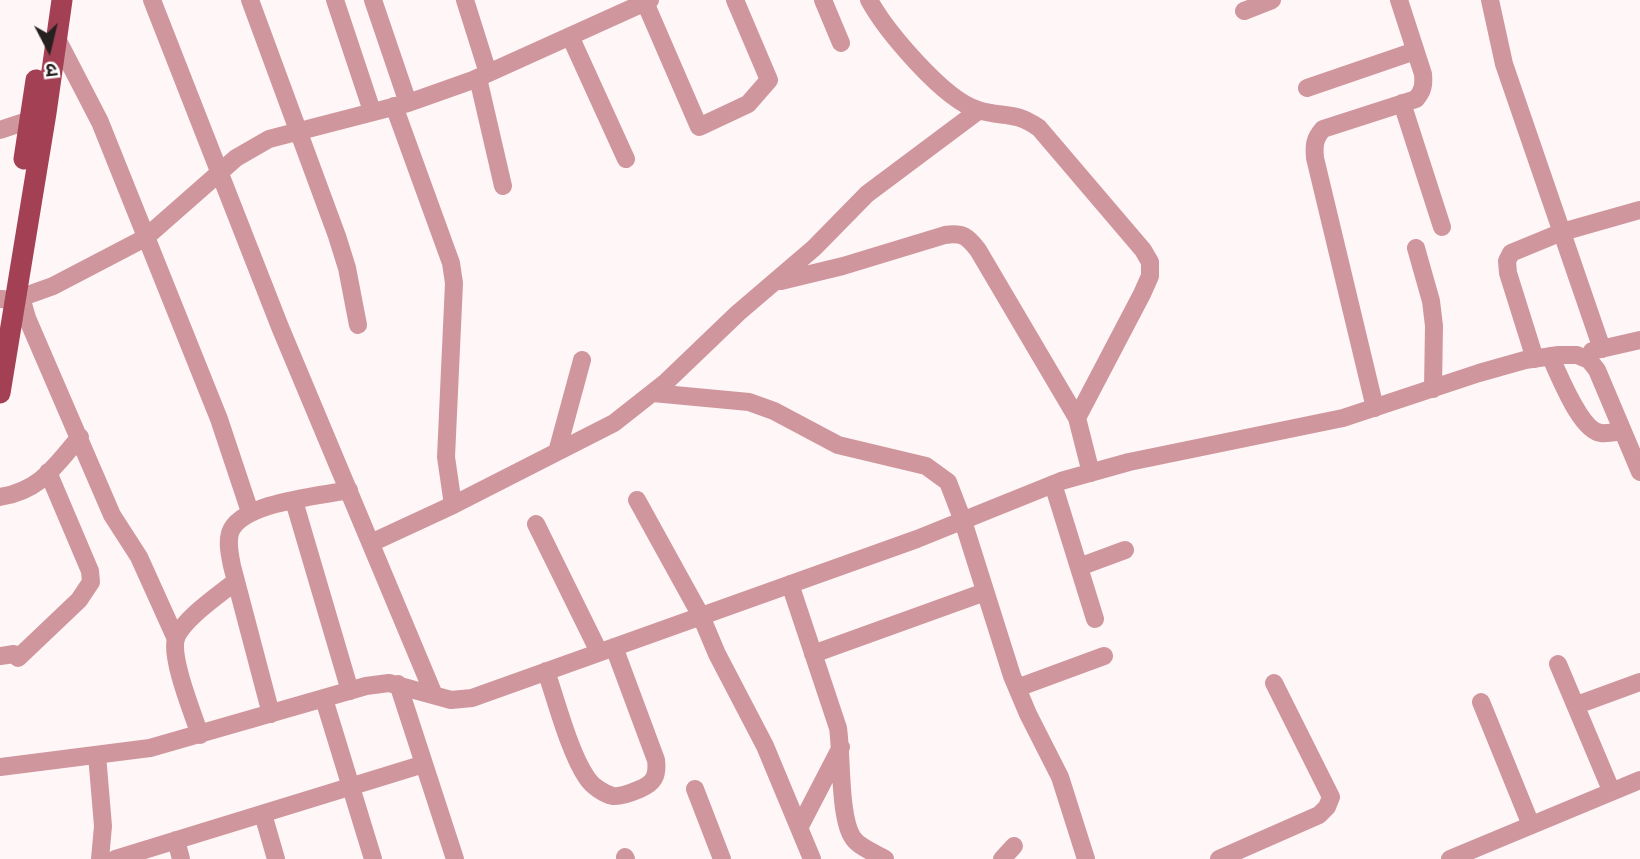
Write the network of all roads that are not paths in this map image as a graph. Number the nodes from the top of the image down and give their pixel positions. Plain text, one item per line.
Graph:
1 (50, 0) edge
2 (62, 0) edge
3 (152, 0) edge
4 (250, 0) edge
5 (335, 0) edge
6 (373, 0) edge
7 (465, 0) edge
8 (735, 0) edge
9 (823, 0) edge
10 (869, 0) edge
11 (1272, 0) edge
12 (1399, 0) edge
13 (1490, 0) edge
14 (646, 1) edge
15 (1244, 11) dead end
16 (570, 36) junction
17 (56, 37) junction
18 (841, 43) dead end
19 (1415, 51) junction
20 (483, 76) junction
21 (1307, 89) dead end
22 (1402, 103) junction
23 (401, 104) junction
24 (372, 111) junction
25 (978, 111) junction
26 (30, 120) junction
27 (0, 131) edge
28 (297, 131) junction
29 (626, 159) dead end
30 (220, 173) junction
31 (503, 186) dead end
32 (1640, 210) edge
33 (1442, 227) dead end
34 (1562, 232) junction
35 (145, 238) junction
36 (1416, 248) dead end
37 (777, 282) junction
38 (9, 300) edge
39 (358, 325) dead end
40 (1640, 340) edge
41 (1602, 349) junction
42 (1577, 355) junction
43 (1543, 358) junction
44 (582, 360) dead end
45 (1433, 389) junction
46 (0, 393) edge
47 (653, 393) junction
48 (1375, 408) junction
49 (1077, 418) junction
50 (1623, 431) junction
51 (80, 437) junction
52 (557, 452) junction
53 (48, 472) junction
54 (1640, 472) edge
55 (1091, 473) junction
56 (1053, 485) junction
57 (349, 490) junction
58 (0, 498) edge
59 (637, 500) dead end
60 (294, 501) junction
61 (453, 505) junction
62 (250, 512) junction
63 (962, 521) junction
64 (536, 524) dead end
65 (371, 543) junction
66 (1125, 550) dead end
67 (1079, 567) junction
68 (236, 580) junction
69 (790, 584) junction
70 (985, 592) junction
71 (701, 616) junction
72 (1095, 619) dead end
73 (176, 639) junction
74 (607, 650) junction
75 (813, 654) junction
76 (0, 656) edge
77 (1104, 656) dead end
78 (1559, 664) dead end
79 (546, 671) junction
80 (1274, 682) dead end
81 (1640, 682) edge
82 (398, 684) junction
83 (1017, 688) junction
84 (350, 691) junction
85 (434, 695) junction
86 (324, 699) junction
87 (1481, 702) dead end
88 (1577, 705) junction
89 (271, 714) junction
90 (200, 735) junction
91 (841, 747) junction
92 (97, 755) junction
93 (424, 764) junction
94 (0, 767) edge
95 (1640, 780) edge
96 (350, 787) junction
97 (695, 789) dead end
98 (1611, 790) junction
99 (263, 814) junction
100 (1531, 825) junction
101 (799, 828) junction
102 (176, 840) junction
103 (100, 859) edge
104 (115, 859) edge
105 (181, 859) edge
106 (276, 859) edge
107 (373, 859) edge
108 (455, 859) edge
109 (722, 859) edge
110 (812, 859) edge
111 (885, 859) edge
112 (1086, 859) edge
113 (1219, 859) edge
114 (1450, 859) edge

1 - 26 main road
2 - 17 main road
3 - 30 street
4 - 28 street
5 - 24 street
6 - 23 street
7 - 20 street
8 - 14 street
9 - 18 street
10 - 25 street
11 - 15 street
12 - 19 street
13 - 34 street
14 - 16 street
16 - 20 street
16 - 29 street
17 - 35 street
17 - 38 main road
19 - 21 street
19 - 22 street
20 - 23 street
20 - 31 street
22 - 33 street
22 - 48 street
23 - 24 street
23 - 61 street
24 - 28 street
25 - 37 street
25 - 49 street
26 - 27 street
26 - 38 main road
28 - 30 street
28 - 39 street
30 - 35 street
30 - 57 street
32 - 34 street
34 - 41 street
34 - 43 street
35 - 38 street
35 - 62 street
36 - 45 street
37 - 47 street
37 - 49 street
38 - 46 main road
38 - 51 street
40 - 41 street
41 - 42 street
42 - 43 street
42 - 50 street
43 - 45 street
43 - 50 street
44 - 52 street
45 - 48 street
47 - 52 street
47 - 63 street
48 - 55 street
49 - 55 street
50 - 54 street
51 - 53 street
51 - 73 street
52 - 61 street
53 - 58 street
53 - 76 street
55 - 56 street
56 - 63 street
56 - 67 street
57 - 60 street
57 - 65 street
59 - 71 street
60 - 62 street
60 - 84 street
61 - 65 street
62 - 68 street
63 - 69 street
63 - 70 street
64 - 74 street
65 - 85 street
66 - 67 street
67 - 72 street
68 - 73 street
68 - 89 street
69 - 71 street
69 - 75 street
70 - 75 street
70 - 83 street
71 - 74 street
71 - 101 street
73 - 90 street
74 - 79 street
74 - 79 street
75 - 91 street
77 - 83 street
78 - 88 street
79 - 85 street
80 - 113 street
81 - 88 street
82 - 84 street
82 - 85 street
82 - 93 street
83 - 112 street
84 - 86 street
86 - 89 street
86 - 96 street
87 - 100 street
88 - 98 street
89 - 90 street
90 - 92 street
91 - 101 street
91 - 111 street
92 - 94 street
92 - 103 street
93 - 96 street
93 - 108 street
95 - 98 street
96 - 99 street
96 - 107 street
97 - 109 street
98 - 100 street
99 - 102 street
99 - 106 street
100 - 114 street
101 - 110 street
102 - 104 street
102 - 105 street

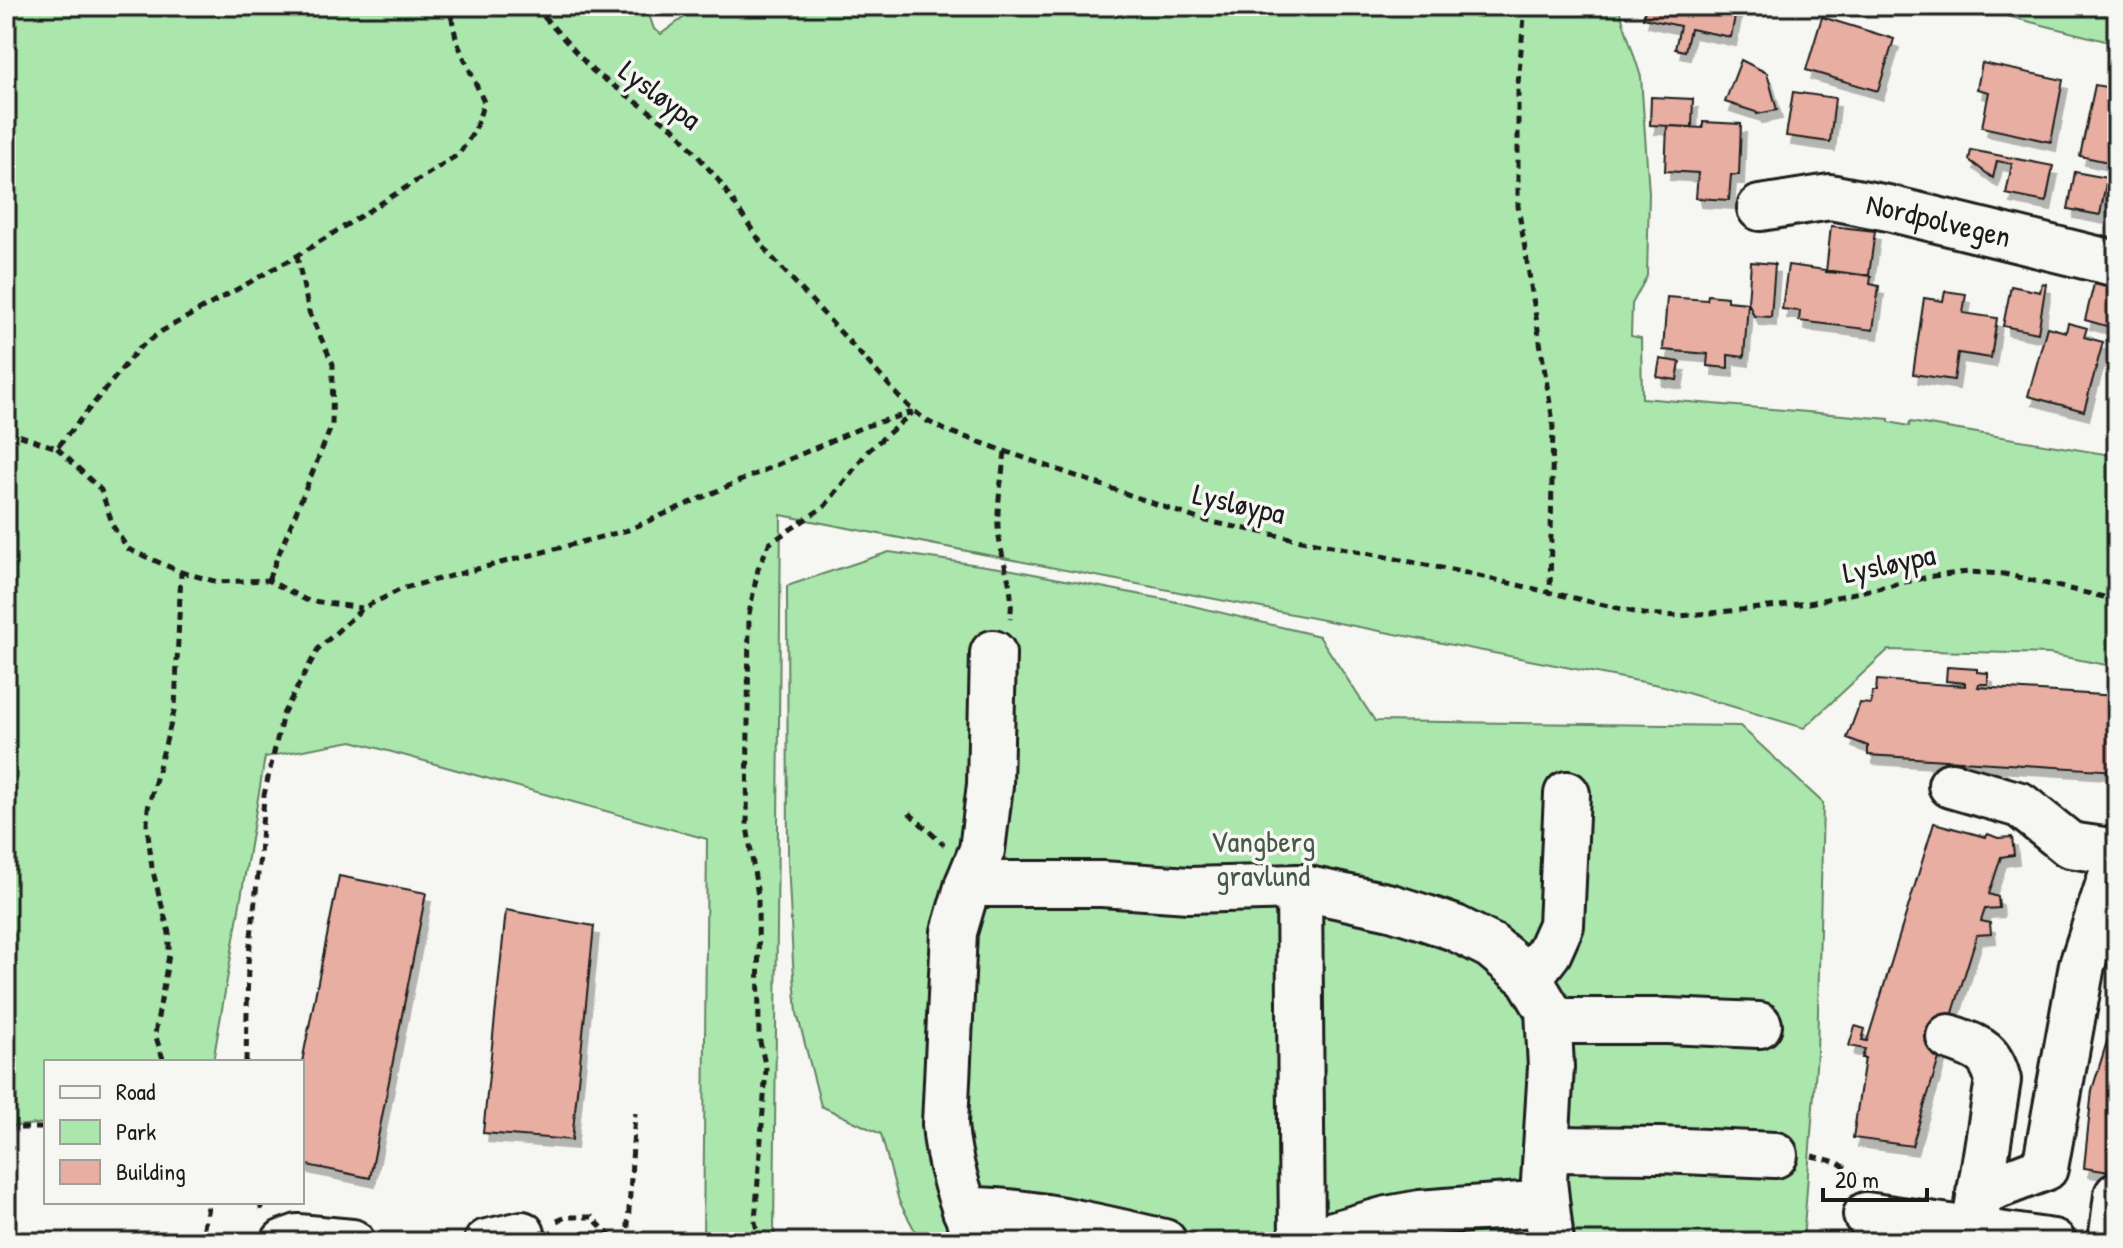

********************

[Task to complete]: From the first line to the last, retype the data exactly, without images.

[Answer below]:
Write the network of all roads that are not paths in this map image as a graph. Number the nodes from the top of the image down and give their pixel positions. Plain text, one item per line.
Graph:
1 (50, 0) edge
2 (62, 0) edge
3 (152, 0) edge
4 (250, 0) edge
5 (335, 0) edge
6 (373, 0) edge
7 (465, 0) edge
8 (735, 0) edge
9 (823, 0) edge
10 (869, 0) edge
11 (1272, 0) edge
12 (1399, 0) edge
13 (1490, 0) edge
14 (646, 1) edge
15 (1244, 11) dead end
16 (570, 36) junction
17 (56, 37) junction
18 (841, 43) dead end
19 (1415, 51) junction
20 (483, 76) junction
21 (1307, 89) dead end
22 (1402, 103) junction
23 (401, 104) junction
24 (372, 111) junction
25 (978, 111) junction
26 (30, 120) junction
27 (0, 131) edge
28 (297, 131) junction
29 (626, 159) dead end
30 (220, 173) junction
31 (503, 186) dead end
32 (1640, 210) edge
33 (1442, 227) dead end
34 (1562, 232) junction
35 (145, 238) junction
36 (1416, 248) dead end
37 (777, 282) junction
38 (9, 300) edge
39 (358, 325) dead end
40 (1640, 340) edge
41 (1602, 349) junction
42 (1577, 355) junction
43 (1543, 358) junction
44 (582, 360) dead end
45 (1433, 389) junction
46 (0, 393) edge
47 (653, 393) junction
48 (1375, 408) junction
49 (1077, 418) junction
50 (1623, 431) junction
51 (80, 437) junction
52 (557, 452) junction
53 (48, 472) junction
54 (1640, 472) edge
55 (1091, 473) junction
56 (1053, 485) junction
57 (349, 490) junction
58 (0, 498) edge
59 (637, 500) dead end
60 (294, 501) junction
61 (453, 505) junction
62 (250, 512) junction
63 (962, 521) junction
64 (536, 524) dead end
65 (371, 543) junction
66 (1125, 550) dead end
67 (1079, 567) junction
68 (236, 580) junction
69 (790, 584) junction
70 (985, 592) junction
71 (701, 616) junction
72 (1095, 619) dead end
73 (176, 639) junction
74 (607, 650) junction
75 (813, 654) junction
76 (0, 656) edge
77 (1104, 656) dead end
78 (1559, 664) dead end
79 (546, 671) junction
80 (1274, 682) dead end
81 (1640, 682) edge
82 (398, 684) junction
83 (1017, 688) junction
84 (350, 691) junction
85 (434, 695) junction
86 (324, 699) junction
87 (1481, 702) dead end
88 (1577, 705) junction
89 (271, 714) junction
90 (200, 735) junction
91 (841, 747) junction
92 (97, 755) junction
93 (424, 764) junction
94 (0, 767) edge
95 (1640, 780) edge
96 (350, 787) junction
97 (695, 789) dead end
98 (1611, 790) junction
99 (263, 814) junction
100 (1531, 825) junction
101 (799, 828) junction
102 (176, 840) junction
103 (100, 859) edge
104 (115, 859) edge
105 (181, 859) edge
106 (276, 859) edge
107 (373, 859) edge
108 (455, 859) edge
109 (722, 859) edge
110 (812, 859) edge
111 (885, 859) edge
112 (1086, 859) edge
113 (1219, 859) edge
114 (1450, 859) edge

1 - 26 main road
2 - 17 main road
3 - 30 street
4 - 28 street
5 - 24 street
6 - 23 street
7 - 20 street
8 - 14 street
9 - 18 street
10 - 25 street
11 - 15 street
12 - 19 street
13 - 34 street
14 - 16 street
16 - 20 street
16 - 29 street
17 - 35 street
17 - 38 main road
19 - 21 street
19 - 22 street
20 - 23 street
20 - 31 street
22 - 33 street
22 - 48 street
23 - 24 street
23 - 61 street
24 - 28 street
25 - 37 street
25 - 49 street
26 - 27 street
26 - 38 main road
28 - 30 street
28 - 39 street
30 - 35 street
30 - 57 street
32 - 34 street
34 - 41 street
34 - 43 street
35 - 38 street
35 - 62 street
36 - 45 street
37 - 47 street
37 - 49 street
38 - 46 main road
38 - 51 street
40 - 41 street
41 - 42 street
42 - 43 street
42 - 50 street
43 - 45 street
43 - 50 street
44 - 52 street
45 - 48 street
47 - 52 street
47 - 63 street
48 - 55 street
49 - 55 street
50 - 54 street
51 - 53 street
51 - 73 street
52 - 61 street
53 - 58 street
53 - 76 street
55 - 56 street
56 - 63 street
56 - 67 street
57 - 60 street
57 - 65 street
59 - 71 street
60 - 62 street
60 - 84 street
61 - 65 street
62 - 68 street
63 - 69 street
63 - 70 street
64 - 74 street
65 - 85 street
66 - 67 street
67 - 72 street
68 - 73 street
68 - 89 street
69 - 71 street
69 - 75 street
70 - 75 street
70 - 83 street
71 - 74 street
71 - 101 street
73 - 90 street
74 - 79 street
74 - 79 street
75 - 91 street
77 - 83 street
78 - 88 street
79 - 85 street
80 - 113 street
81 - 88 street
82 - 84 street
82 - 85 street
82 - 93 street
83 - 112 street
84 - 86 street
86 - 89 street
86 - 96 street
87 - 100 street
88 - 98 street
89 - 90 street
90 - 92 street
91 - 101 street
91 - 111 street
92 - 94 street
92 - 103 street
93 - 96 street
93 - 108 street
95 - 98 street
96 - 99 street
96 - 107 street
97 - 109 street
98 - 100 street
99 - 102 street
99 - 106 street
100 - 114 street
101 - 110 street
102 - 104 street
102 - 105 street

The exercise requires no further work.